La siguiente vez que fui a Zaragoza ni siquiera dormí en casa de Celia. Por la noche, me encontré con él en el Casco y ambos fingimos sorpresa, como si no supiésemos de sobra dónde buscarnos. Me fui sin despedirme de Celia y el resto del fin de semana lo pasamos en su casa follando. Esa casa desprendía femineidad desde que ponías un pie en ella y te asaltaba el olor a ambientador o a flores secas o a quién sabe qué fragancia. Por la mañana, mientras desayunábamos mirando los libros del salón le dije que era una casa muy bonita y él dijo que todo era gracias a Irene que tenía muy buen gusto y que a él lo que más le gustaba era el balcón y las plantas.

sábado, 4 de abril de 2015

La terraza.

Eran más de las doce del mediodía. Ella salió de la cama un poco antes que él. 

La noche anterior había hecho calor y cambiaron el sofá por unas cervezas y varias copas en un kiosko cercano a la casa de ella. Era 24 de abril, los bares cerraban más tarde y las terrazas volvían a tener sentido y ocupación. Con el estómago vacío, dos copas fueron suficientes para ella, que bebía y fumaba entre risas; tres para él, que intentaba apartar a los mosquitos que comenzaban a atacarle. 
El viernes era festivo. Los niños corrían entre las sillas de la terraza pasadas las doce de la noche y los padres, despreocupados, combinaban el gintonic y la chaqueta de punto. Nadie reparó en ellos, sentados en la mesa menos iluminada y en como los pies de ella, libres ya de las primeras sandalias, se apoyaban sobre las piernas de él y dejaban a la altura de sus ojos unas rodillas blancas y lisas, a excepción de una pequeña cicatriz en la izquierda.

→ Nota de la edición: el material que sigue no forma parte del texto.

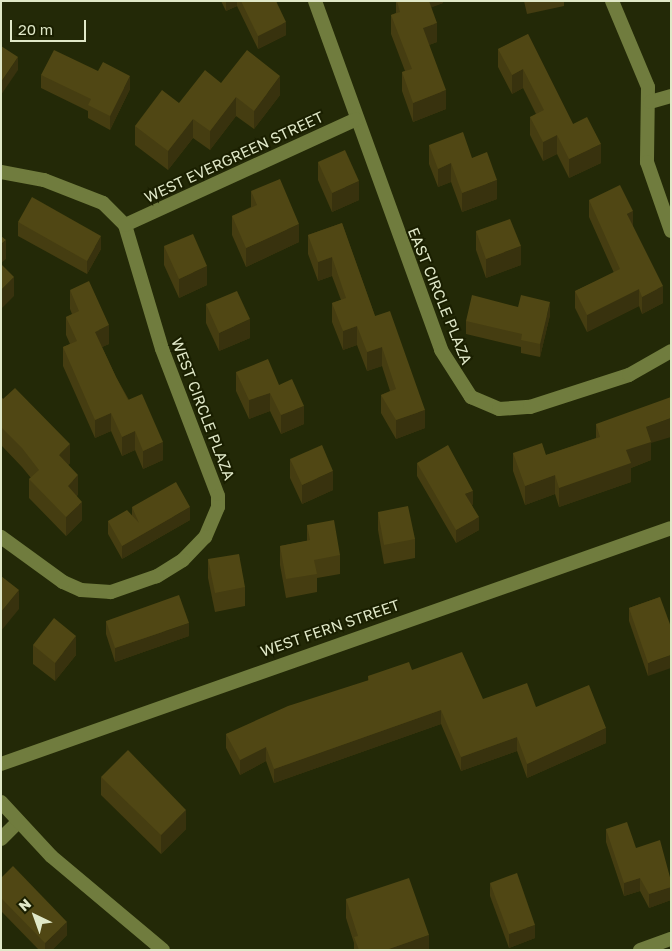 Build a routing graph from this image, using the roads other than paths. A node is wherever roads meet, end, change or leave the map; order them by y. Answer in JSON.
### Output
{"nodes":[{"id":1,"x":315,"y":1,"type":"edge"},
{"id":2,"x":612,"y":1,"type":"edge"},
{"id":3,"x":671,"y":96,"type":"edge"},
{"id":4,"x":650,"y":102,"type":"junction"},
{"id":5,"x":356,"y":120,"type":"junction"},
{"id":6,"x":1,"y":172,"type":"edge"},
{"id":7,"x":125,"y":225,"type":"junction"},
{"id":8,"x":671,"y":232,"type":"edge"},
{"id":9,"x":671,"y":351,"type":"edge"},
{"id":10,"x":671,"y":528,"type":"edge"},
{"id":11,"x":1,"y":537,"type":"edge"},
{"id":12,"x":1,"y":764,"type":"edge"},
{"id":13,"x":1,"y":802,"type":"edge"},
{"id":14,"x":18,"y":822,"type":"junction"},
{"id":15,"x":1,"y":838,"type":"edge"},
{"id":16,"x":671,"y":939,"type":"edge"},
{"id":17,"x":163,"y":950,"type":"edge"},
{"id":18,"x":640,"y":950,"type":"edge"}],
"edges":[{"from":1,"to":5,"type":"street","name":"EAST CIRCLE PLAZA"},
{"from":2,"to":4,"type":"street"},
{"from":3,"to":4,"type":"street"},
{"from":4,"to":8,"type":"street"},
{"from":5,"to":7,"type":"street","name":"WEST EVERGREEN STREET"},
{"from":5,"to":9,"type":"street","name":"EAST CIRCLE PLAZA"},
{"from":6,"to":7,"type":"street","name":"WEST CIRCLE PLAZA"},
{"from":7,"to":11,"type":"street","name":"WEST CIRCLE PLAZA"},
{"from":10,"to":12,"type":"street","name":"WEST FERN STREET"},
{"from":13,"to":14,"type":"street"},
{"from":14,"to":15,"type":"street"},
{"from":14,"to":17,"type":"street"},
{"from":16,"to":18,"type":"street"}]}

De vez en cuando sus piernas se estiraban y los pies le hacían cosquillas debajo de la camiseta blanca y dejaban a la vista, debajo de su falda, unas braguitas azul oscuro.
Cuando regresaron a su casa, la de ella, se persiguieron corriendo por las aceras ya vacías y se encontraban en portales ajenos para besarse apoyados contra la pared. Al entrar en su portal, los pies pasaron a ser manos debajo de la camiseta, ahora de ella, y los besos se convirtieron en mordiscos, y los dedos jugaban con elásticos azul oscuro y botones y cremalleras que se abrían al cruzar la puerta de casa.

Eran las doce y media cuando ella salió de la ducha. 

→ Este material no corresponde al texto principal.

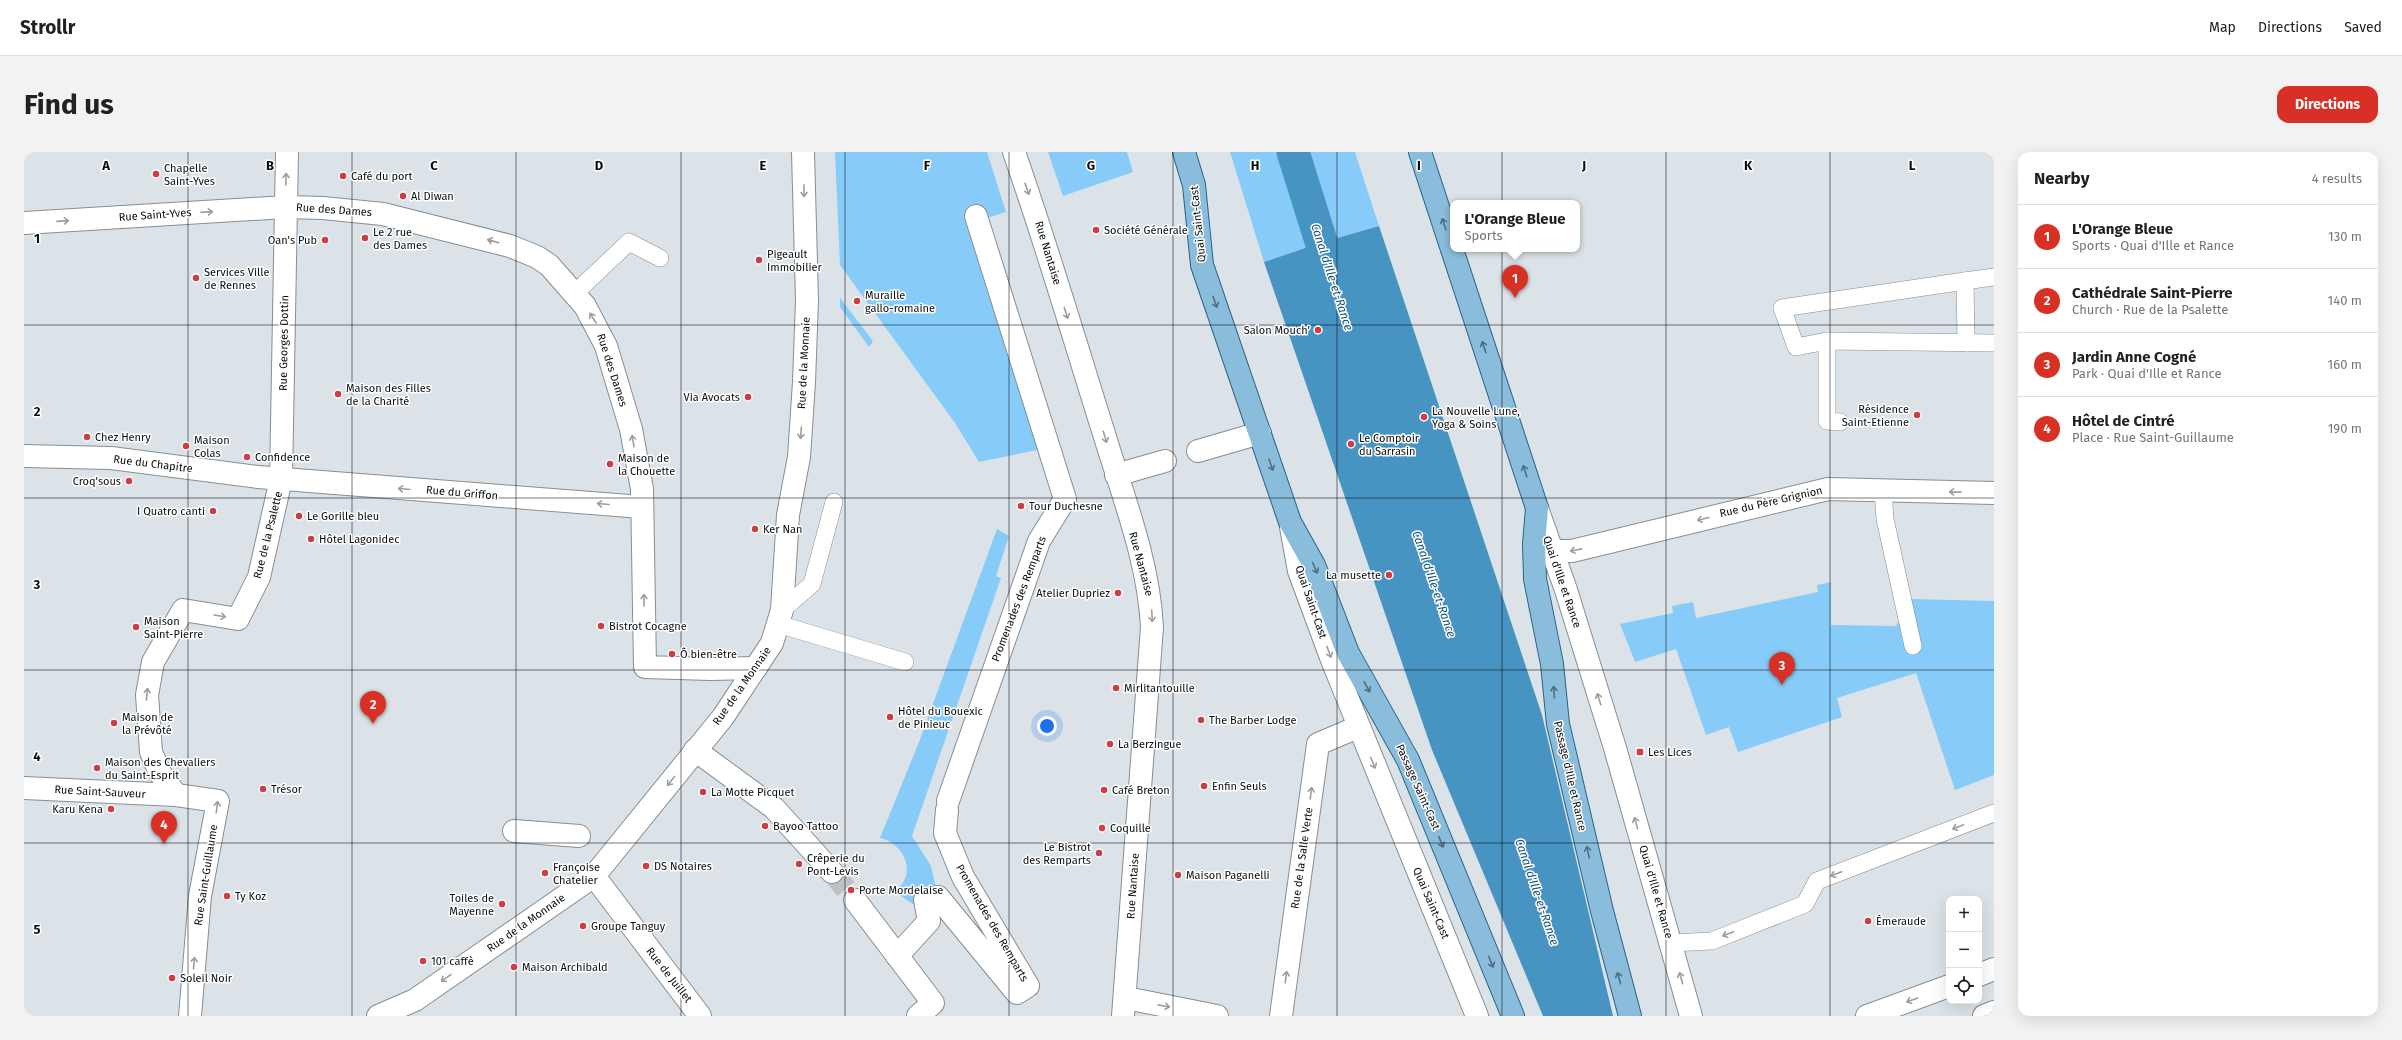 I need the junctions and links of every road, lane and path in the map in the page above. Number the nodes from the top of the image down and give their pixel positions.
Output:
1 (287, 152) edge
2 (803, 152) edge
3 (1014, 152) edge
4 (1184, 152) edge
5 (1420, 152) edge
6 (286, 207) junction
7 (976, 216) dead end
8 (24, 223) edge
9 (1450, 243) edge
10 (1453, 252) edge
11 (660, 258) dead end
12 (1994, 277) edge
13 (1966, 281) junction
14 (575, 293) junction
15 (1827, 341) junction
16 (1966, 343) junction
17 (1994, 343) edge
18 (1840, 422) dead end
19 (1260, 433) junction
20 (1198, 451) dead end
21 (24, 456) edge
22 (1165, 461) dead end
23 (1116, 475) junction
24 (281, 479) junction
25 (1882, 490) junction
26 (1994, 493) edge
27 (834, 502) dead end
28 (642, 508) junction
29 (1537, 508) junction
30 (1290, 522) junction
31 (1551, 551) junction
32 (780, 617) junction
33 (1913, 646) dead end
34 (905, 662) dead end
35 (756, 668) junction
36 (1358, 727) junction
37 (695, 750) junction
38 (24, 788) edge
39 (176, 795) junction
40 (1994, 813) edge
41 (514, 831) dead end
42 (579, 836) dead end
43 (832, 872) tunnel mouth
44 (594, 876) junction
45 (855, 900) tunnel mouth
46 (1670, 943) junction
47 (895, 953) junction
48 (1994, 969) edge
49 (1982, 974) edge
50 (1946, 987) edge
51 (1125, 1007) edge
52 (1994, 1012) edge
53 (692, 1013) edge
54 (190, 1016) edge
55 (378, 1016) edge
56 (918, 1016) edge
57 (1216, 1016) edge
58 (1281, 1016) edge
59 (1477, 1016) edge
60 (1513, 1016) edge
61 (1630, 1016) edge
62 (1691, 1016) edge
63 (1866, 1016) edge
64 (1984, 1016) edge

6 -> 1 street, Rue Georges Dottin
2 -> 32 street, Rue de la Monnaie
3 -> 23 street, Rue Nantaise
4 -> 19 main road, Quai Saint-Cast
9 -> 5 main road, Quai d'Ille et Rance
8 -> 6 street, Rue Saint-Yves
14 -> 6 street, Rue des Dames
6 - 24 street, Rue Georges Dottin
7 - 47 street, Promenades des Remparts
29 -> 10 main road, Quai d'Ille et Rance
11 - 14 lane
12 - 13 lane
13 - 15 lane
13 - 16 lane
28 -> 14 street, Rue des Dames
15 - 16 lane
15 - 18 lane
16 - 17 lane
19 - 20 street
19 -> 30 main road, Quai Saint-Cast
21 - 24 street, Rue du Chapitre
22 - 23 street
23 -> 51 street, Rue Nantaise
28 -> 24 street, Rue du Griffon
39 -> 24 street, Rue de la Psalette
26 -> 25 street, Rue du Père Grignion
25 -> 31 street, Rue du Père Grignion
25 - 33 lane
27 - 32 lane
35 -> 28 street, Rue des Dames
29 - 31 street, Quai d'Ille et Rance
61 -> 29 main road, Passage d'Ille et Rance
30 -> 36 street, Quai Saint-Cast
30 -> 60 main road, Passage Saint-Cast
46 -> 31 street, Quai d'Ille et Rance
32 - 34 lane
32 - 35 street, Rue de la Monnaie
35 - 37 street, Rue de la Monnaie
58 -> 36 street, Rue de la Salle Verte
36 -> 59 street, Quai Saint-Cast
37 - 43 street
37 -> 44 street, Rue de la Monnaie
38 - 39 street, Rue Saint-Sauveur
54 -> 39 street, Rue Saint-Guillaume
40 -> 46 lane
41 - 42 street
44 - 53 street, Rue de Juillet
44 -> 55 street, Rue de la Monnaie
45 - 47 street
62 -> 46 street, Quai d'Ille et Rance
47 - 56 street
48 - 49 street
50 -> 63 street
51 -> 57 street
52 - 64 street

Encendió la radio de la cocina y cerró la puerta para no despertarle. Rodeada de platos sucios, tarareaba en voz baja una canción en inglés que había oído mil veces en el coche de él y que no le gustaba pero a la que se había acostumbrado, como al otro lado de la cama cuando perdía la guerra por el lado que ambos querían y al pan blanco en las comidas y a tener siempre dos cervezas en la nevera. Mientras la comida, para dos, crepitaba en el fuego, recogió los restos del día anterior y fregó los platos. Cuando terminó, un brazo le rodeó por la cintura antes de que pudiera darse la vuelta, otra mano le alcanzó un trapo y una boca le susurró al oído "qué bien huele" para después darle un beso en la boca y llevarla por los aires de vuelta la cama, todavía deshecha.

Era la una y veinte cuando ellos volvieron a la cama.